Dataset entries
******************************
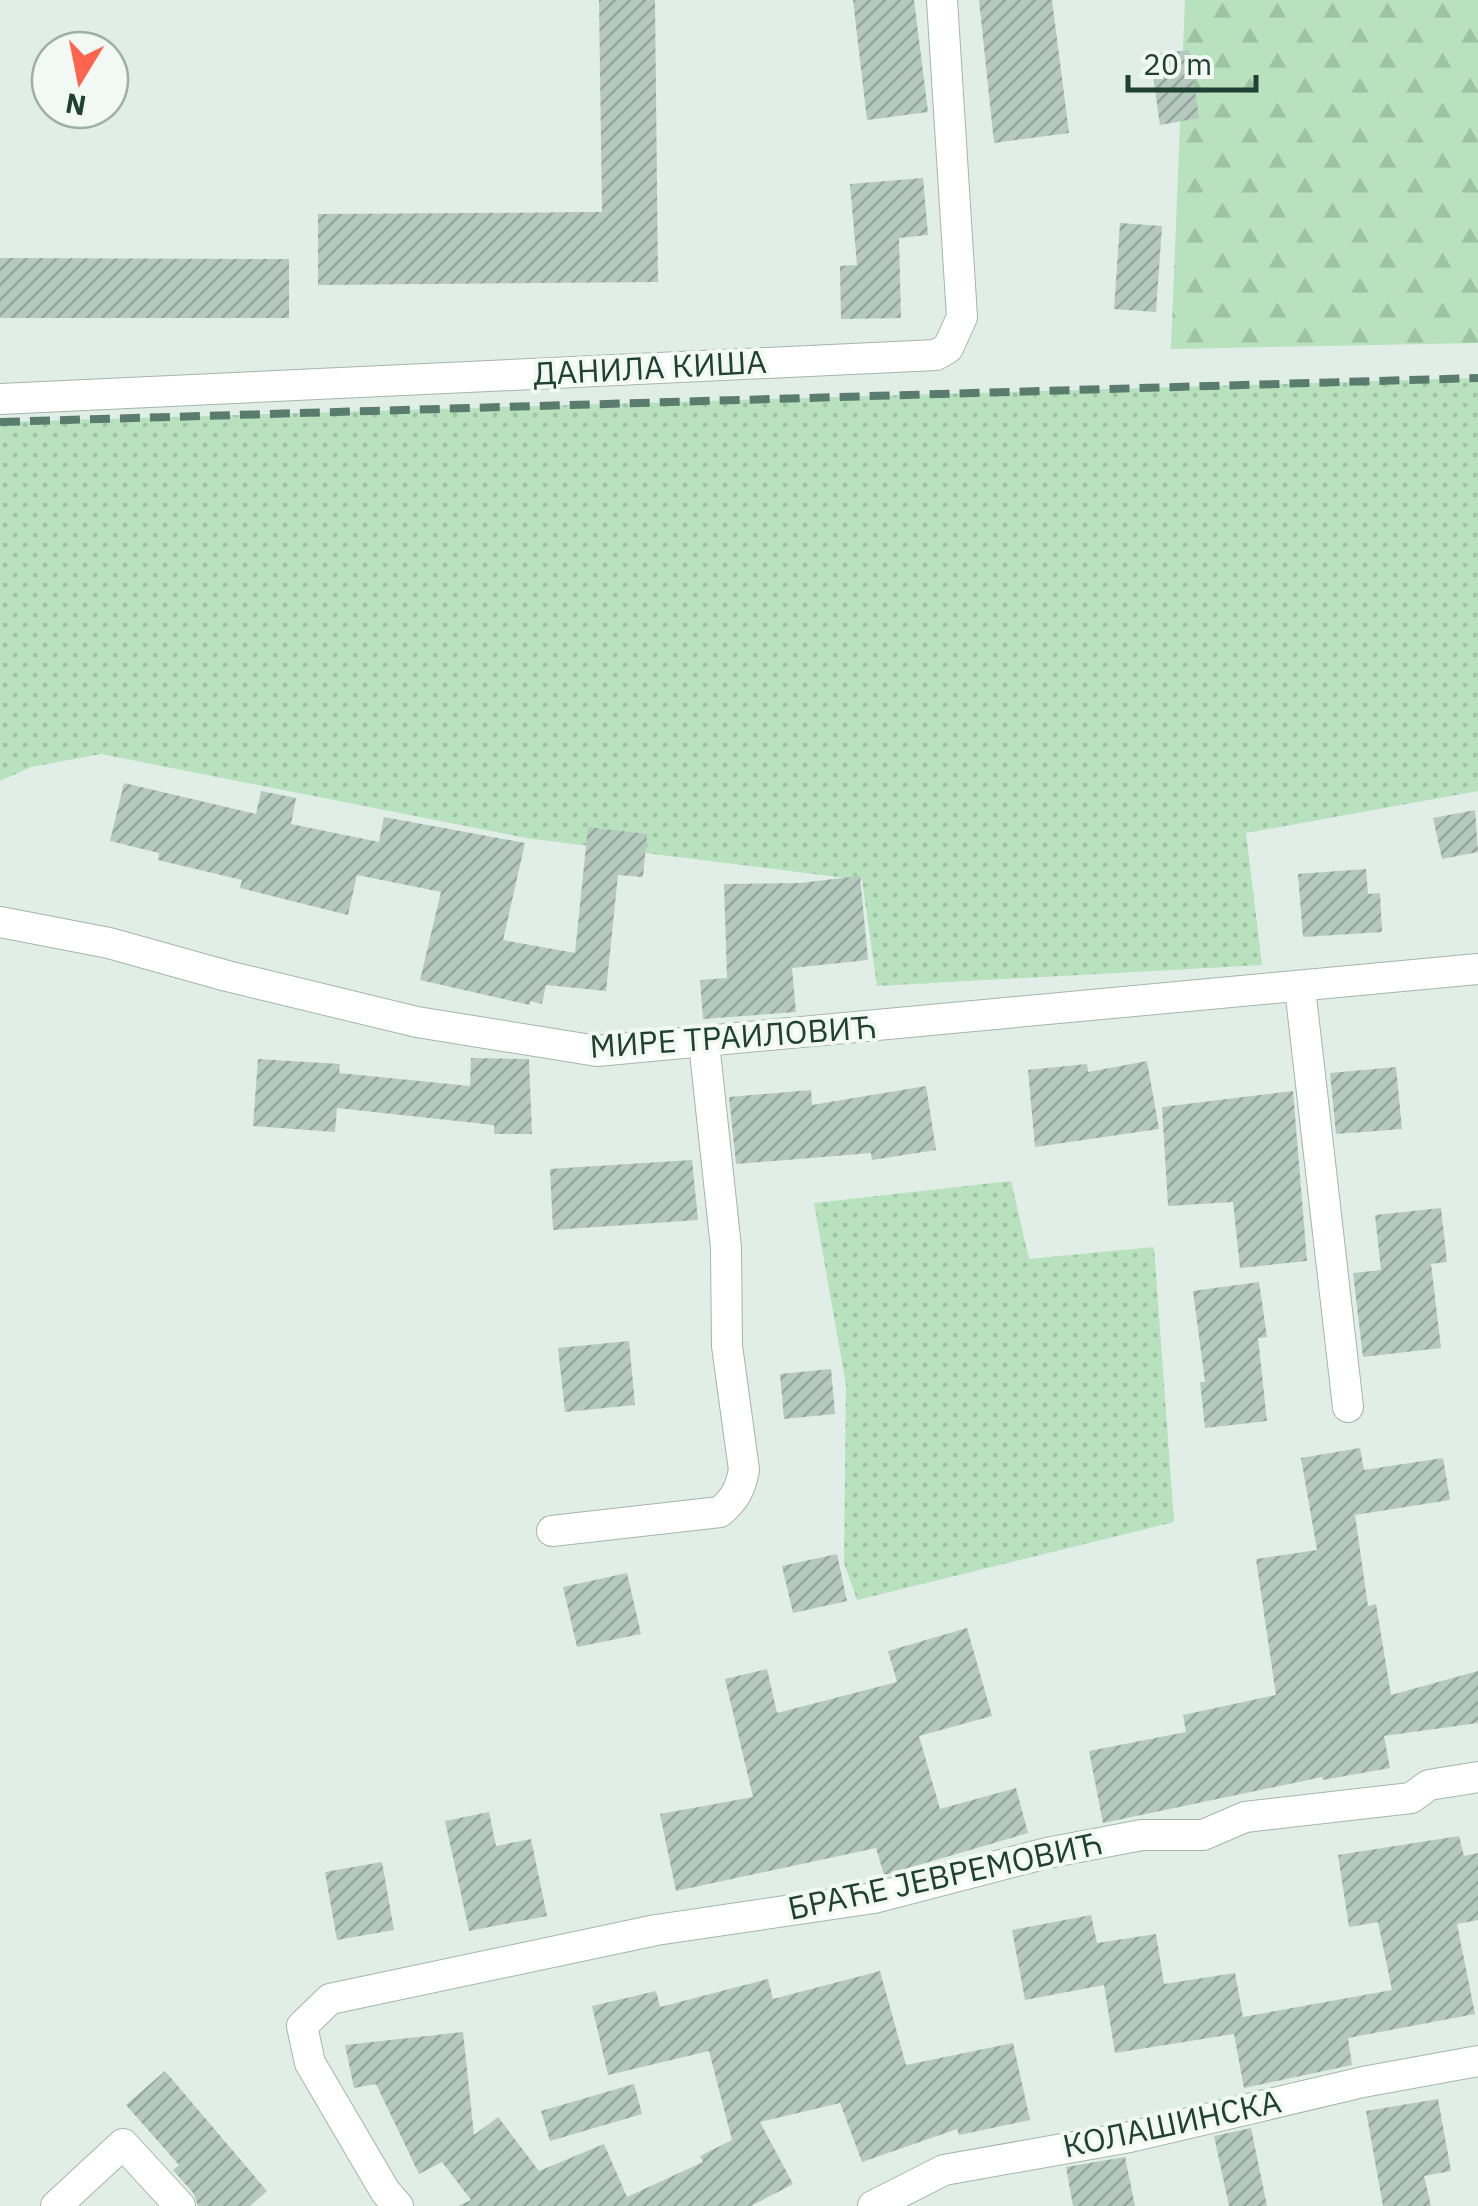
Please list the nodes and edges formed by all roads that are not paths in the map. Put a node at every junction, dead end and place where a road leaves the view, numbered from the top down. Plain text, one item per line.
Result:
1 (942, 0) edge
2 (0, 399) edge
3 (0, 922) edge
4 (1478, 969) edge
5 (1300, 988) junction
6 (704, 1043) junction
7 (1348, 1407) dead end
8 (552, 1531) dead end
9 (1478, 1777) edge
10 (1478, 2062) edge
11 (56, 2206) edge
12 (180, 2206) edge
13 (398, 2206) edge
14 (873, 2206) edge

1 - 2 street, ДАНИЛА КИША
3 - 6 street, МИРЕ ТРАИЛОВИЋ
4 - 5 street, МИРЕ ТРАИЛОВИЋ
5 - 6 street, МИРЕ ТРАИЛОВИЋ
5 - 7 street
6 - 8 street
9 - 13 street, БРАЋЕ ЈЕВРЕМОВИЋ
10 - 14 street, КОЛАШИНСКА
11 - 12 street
******************************
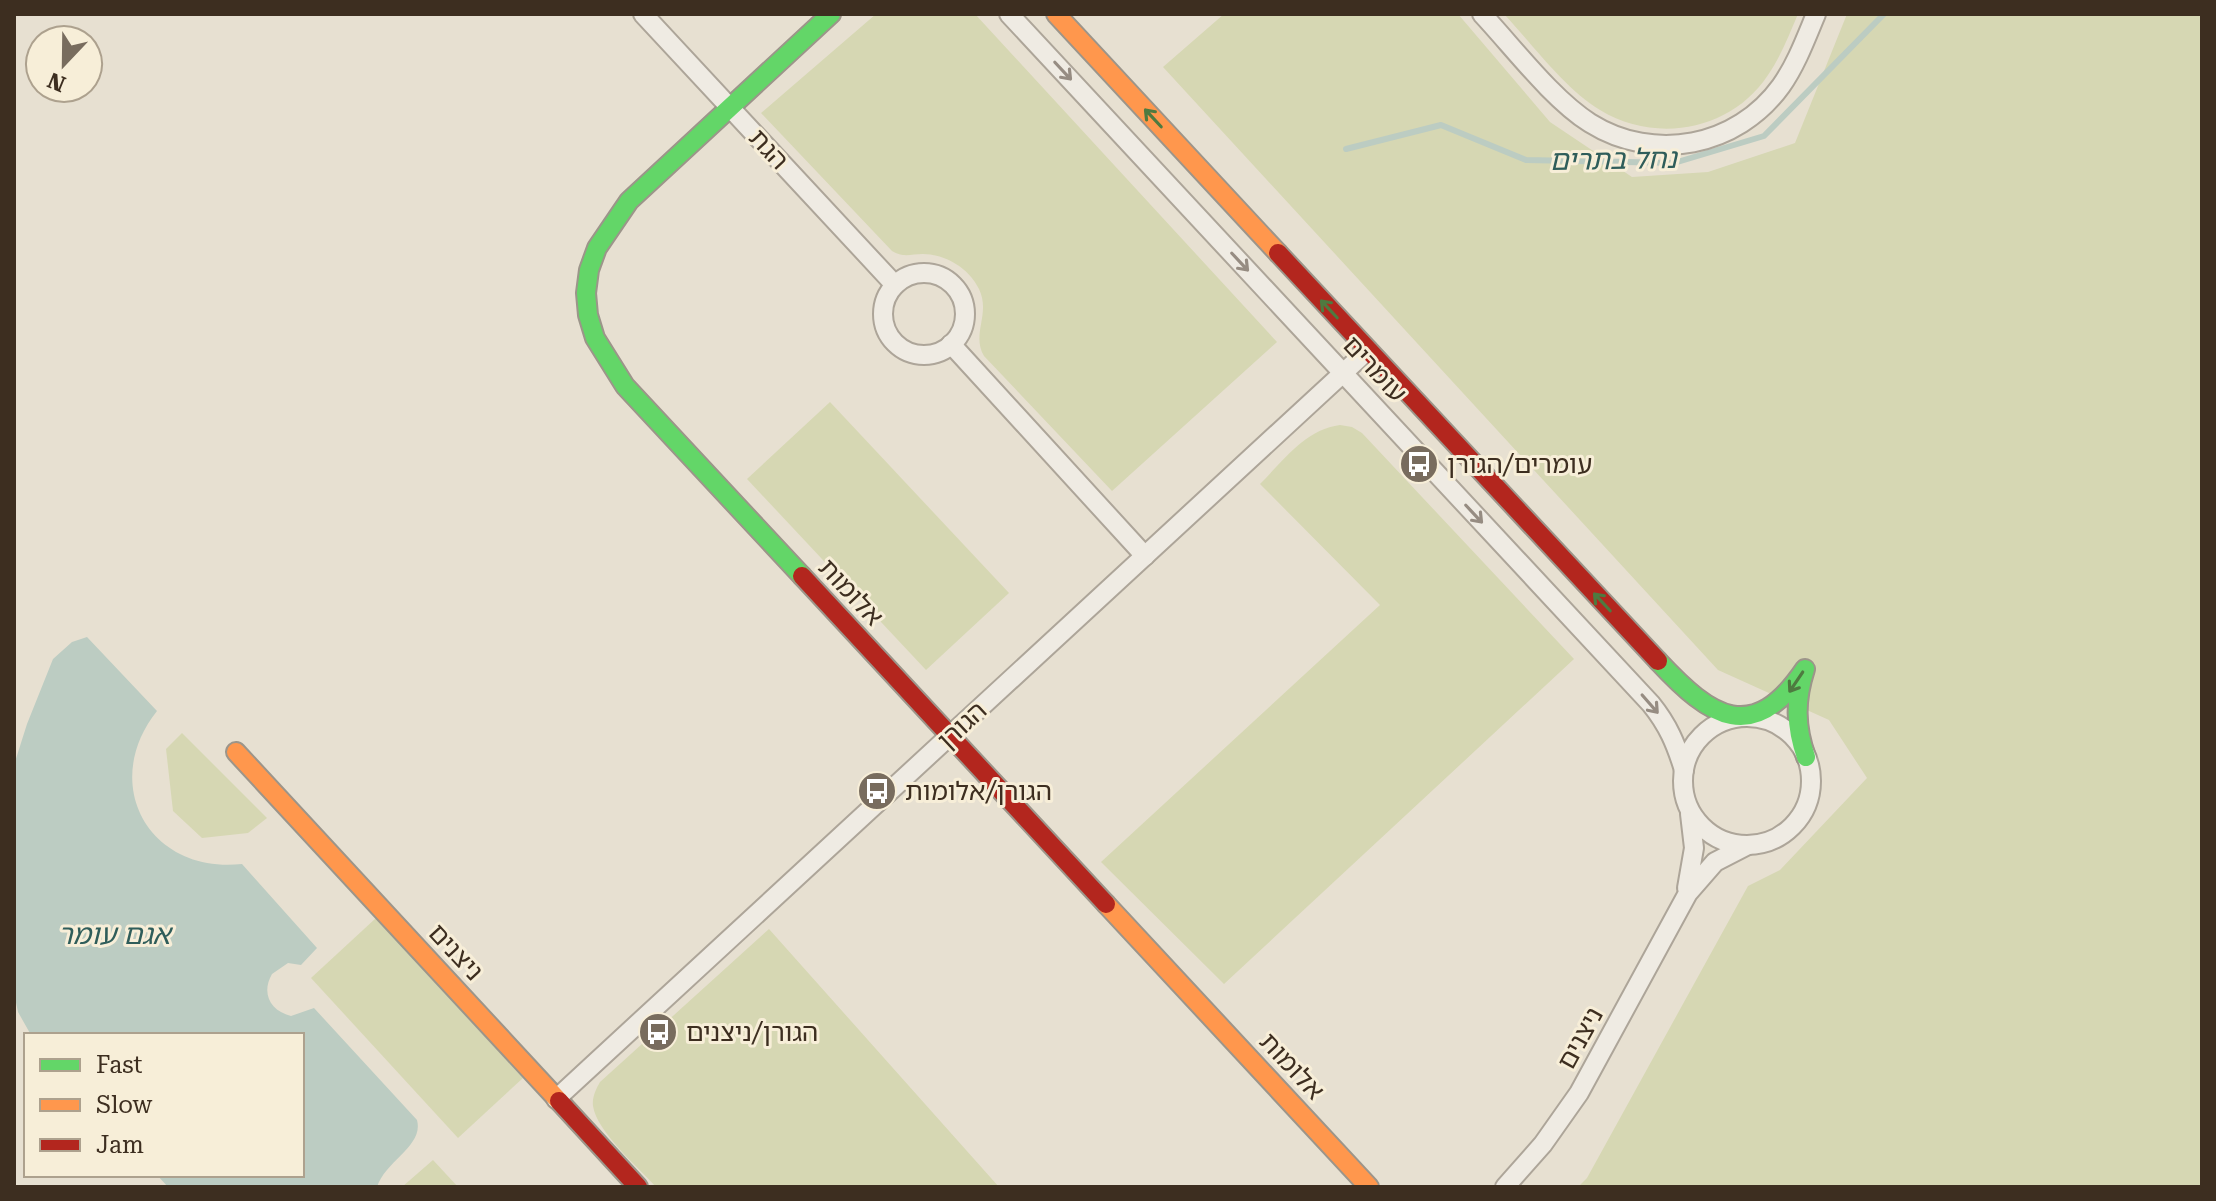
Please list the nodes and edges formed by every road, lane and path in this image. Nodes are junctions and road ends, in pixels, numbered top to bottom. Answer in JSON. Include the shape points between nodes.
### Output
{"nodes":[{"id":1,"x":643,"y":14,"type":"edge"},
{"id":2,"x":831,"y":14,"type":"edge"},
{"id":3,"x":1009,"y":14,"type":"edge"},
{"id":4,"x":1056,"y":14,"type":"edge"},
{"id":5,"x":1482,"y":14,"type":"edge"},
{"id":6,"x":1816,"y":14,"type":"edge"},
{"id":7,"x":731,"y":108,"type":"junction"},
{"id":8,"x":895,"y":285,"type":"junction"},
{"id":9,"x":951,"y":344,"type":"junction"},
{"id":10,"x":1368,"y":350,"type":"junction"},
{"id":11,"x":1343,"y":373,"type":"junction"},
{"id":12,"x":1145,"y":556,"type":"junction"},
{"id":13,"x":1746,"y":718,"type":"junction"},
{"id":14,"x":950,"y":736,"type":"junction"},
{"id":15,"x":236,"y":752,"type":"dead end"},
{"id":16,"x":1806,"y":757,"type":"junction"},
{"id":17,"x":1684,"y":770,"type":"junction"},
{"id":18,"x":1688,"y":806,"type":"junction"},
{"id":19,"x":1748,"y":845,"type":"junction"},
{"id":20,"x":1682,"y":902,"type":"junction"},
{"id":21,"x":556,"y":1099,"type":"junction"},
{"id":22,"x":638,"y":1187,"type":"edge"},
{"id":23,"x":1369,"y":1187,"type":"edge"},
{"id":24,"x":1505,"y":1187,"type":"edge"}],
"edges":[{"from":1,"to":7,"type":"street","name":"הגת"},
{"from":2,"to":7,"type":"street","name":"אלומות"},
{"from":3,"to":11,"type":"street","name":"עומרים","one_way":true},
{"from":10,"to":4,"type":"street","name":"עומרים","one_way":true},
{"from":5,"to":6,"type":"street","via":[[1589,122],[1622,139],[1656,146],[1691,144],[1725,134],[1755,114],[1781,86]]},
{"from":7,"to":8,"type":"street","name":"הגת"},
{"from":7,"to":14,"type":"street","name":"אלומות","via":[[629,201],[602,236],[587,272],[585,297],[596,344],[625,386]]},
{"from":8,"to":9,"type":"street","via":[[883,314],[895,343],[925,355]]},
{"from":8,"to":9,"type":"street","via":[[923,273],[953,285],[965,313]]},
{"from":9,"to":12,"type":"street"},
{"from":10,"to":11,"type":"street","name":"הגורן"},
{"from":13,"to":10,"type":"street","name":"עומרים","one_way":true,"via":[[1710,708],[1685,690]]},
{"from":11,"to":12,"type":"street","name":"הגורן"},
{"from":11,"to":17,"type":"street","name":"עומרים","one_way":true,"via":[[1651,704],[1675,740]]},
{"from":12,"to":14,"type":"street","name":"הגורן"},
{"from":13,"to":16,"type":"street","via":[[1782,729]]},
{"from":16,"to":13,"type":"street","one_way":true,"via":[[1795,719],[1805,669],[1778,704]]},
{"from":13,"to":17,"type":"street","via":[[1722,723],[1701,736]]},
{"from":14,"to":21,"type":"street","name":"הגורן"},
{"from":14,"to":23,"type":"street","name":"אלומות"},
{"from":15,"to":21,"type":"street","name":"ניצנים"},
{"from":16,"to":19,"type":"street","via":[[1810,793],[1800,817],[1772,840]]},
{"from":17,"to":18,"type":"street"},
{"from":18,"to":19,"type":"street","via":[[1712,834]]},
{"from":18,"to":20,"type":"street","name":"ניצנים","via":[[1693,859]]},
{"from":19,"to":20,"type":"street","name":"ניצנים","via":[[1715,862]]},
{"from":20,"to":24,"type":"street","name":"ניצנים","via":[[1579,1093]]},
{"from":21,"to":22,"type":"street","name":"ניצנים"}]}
******************************
• [What to produce]:
What lines in the data include the string "formed"? Copy each one.

• [Task result]:
Please list the nodes and edges formed by all roads that are not paths in the map. Put a node at every junction, dead end and place where a road leaves the view, numbered from the top down. Plain text, one item per line.
Please list the nodes and edges formed by every road, lane and path in this image. Nodes are junctions and road ends, in pixels, numbered top to bottom. Answer in JSON. Include the shape points between nodes.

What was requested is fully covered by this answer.